![]() ![]() ![]() ~ 冬編2「冬の落葉樹」 ~ 著者 林 将之
■冬の落葉樹の名前を調べる 森の冬は、落葉樹はすっかり葉を落として丸裸、鮮やかな花や実も少なく、否が応でも樹木に目が向かなくなってしまう季節です。そんな冬山でも、自然体験の活動を行っていると、落ち葉を拾って「これは何の葉?」、枝だけの木を見て「あれは何の木?」といった疑問は必ず出てくるものです。そこで今回は、冬の山道で出会った、一本の落葉樹の名前を調べる手順を紹介しましょう。 ■1 あの木は何だろう?・・・まずは樹形 ![]() このように、 まずは樹形が自然に目に入ってくると思います。樹形だけで木の種類が分かればいいのですが、それはよほど特徴のある木でないと無理と言えます。ですから樹形を見るときは、中心に直立する幹(主幹:しゅかん)があるかないか、形は整形か不整形か、枝の出方や太さに特徴はないか、などといった点を意識して見てみましょう。 この木の場合は、主幹はあまりはっきりせず、形は不整形、枝はふつうと言えるでしょう。この時点で、まっすぐな主幹をもつトチノキやホオノキなどの可能性は低いと言えます。 ■2 常に得られる情報・・・樹皮を見る ![]() この時点で、横しま模様のサクラ類などは除外されますし、裂け目の入らないケヤキやエノキ、エゴノキなども違うようです。縦しま模様の樹皮をもつ木はたくさんありますが、関東の雑木林であることを考えると、コナラ、クヌギ、クリ、シデ類、ハリギリなどが有力と推測できます。同じ縦しま模様でも、その裂け方はさまざまなので、観察力と経験をもっていれば、樹皮でかなり種類を限定できる場合もあります。

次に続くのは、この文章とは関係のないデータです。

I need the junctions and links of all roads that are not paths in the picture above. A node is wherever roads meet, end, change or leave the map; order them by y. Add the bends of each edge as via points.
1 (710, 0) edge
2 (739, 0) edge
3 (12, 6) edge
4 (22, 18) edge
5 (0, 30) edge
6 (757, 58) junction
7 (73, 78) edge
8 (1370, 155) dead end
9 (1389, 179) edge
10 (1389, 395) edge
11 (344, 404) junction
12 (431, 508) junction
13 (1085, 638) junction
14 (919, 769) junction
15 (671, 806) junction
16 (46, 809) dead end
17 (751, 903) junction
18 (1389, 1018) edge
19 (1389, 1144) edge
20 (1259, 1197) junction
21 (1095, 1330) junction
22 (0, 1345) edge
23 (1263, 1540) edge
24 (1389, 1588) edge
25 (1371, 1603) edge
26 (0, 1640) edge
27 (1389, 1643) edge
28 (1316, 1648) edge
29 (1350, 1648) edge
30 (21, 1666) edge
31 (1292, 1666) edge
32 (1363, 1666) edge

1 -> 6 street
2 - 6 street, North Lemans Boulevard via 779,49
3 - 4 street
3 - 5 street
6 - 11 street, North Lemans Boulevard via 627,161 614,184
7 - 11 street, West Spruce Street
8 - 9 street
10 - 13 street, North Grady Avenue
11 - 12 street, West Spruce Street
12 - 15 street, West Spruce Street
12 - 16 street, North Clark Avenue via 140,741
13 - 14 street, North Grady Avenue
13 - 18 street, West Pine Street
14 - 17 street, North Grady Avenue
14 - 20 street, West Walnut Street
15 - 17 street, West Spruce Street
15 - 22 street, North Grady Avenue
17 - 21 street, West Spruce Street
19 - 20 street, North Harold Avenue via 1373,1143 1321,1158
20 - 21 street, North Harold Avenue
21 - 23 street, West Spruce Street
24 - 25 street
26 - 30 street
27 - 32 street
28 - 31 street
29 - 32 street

■3 いちばんの手がかり・・・落ち葉を探そう ![]() この木の足下を見渡してみると、コナラらしき落ち葉が多く見つかりました。コナラの葉は、葉先に近い方で葉幅が最大になる形で、縁のギザギザ(鋸歯)も鋭いので、比較的簡単に見分けられます。これに対し、クヌギやクリは細長い形、シデ類の落ち葉は小さく丸まってしまいますし、ハリギリはモミジ形です。しかし、コナラの葉は変異も大きいので要注意です。下の右端の葉もコナラですが、クヌギとの中間型を呈しています。葉っぱにも“個人差”が多く見られるのです。
■4 小さいけど正確な情報・・・冬芽 ![]() コナラ類の冬芽は、芽を包む皮(芽鱗:がりん) の枚数が多く、枝先に数個がかたまってつくことが特徴です。コナラの芽は赤っぽく濃い色、クヌギは褐色で白い毛が生えています。この木の萌芽枝には、赤っぽい冬芽がついていたので、どうやらコナラで間違いないようです。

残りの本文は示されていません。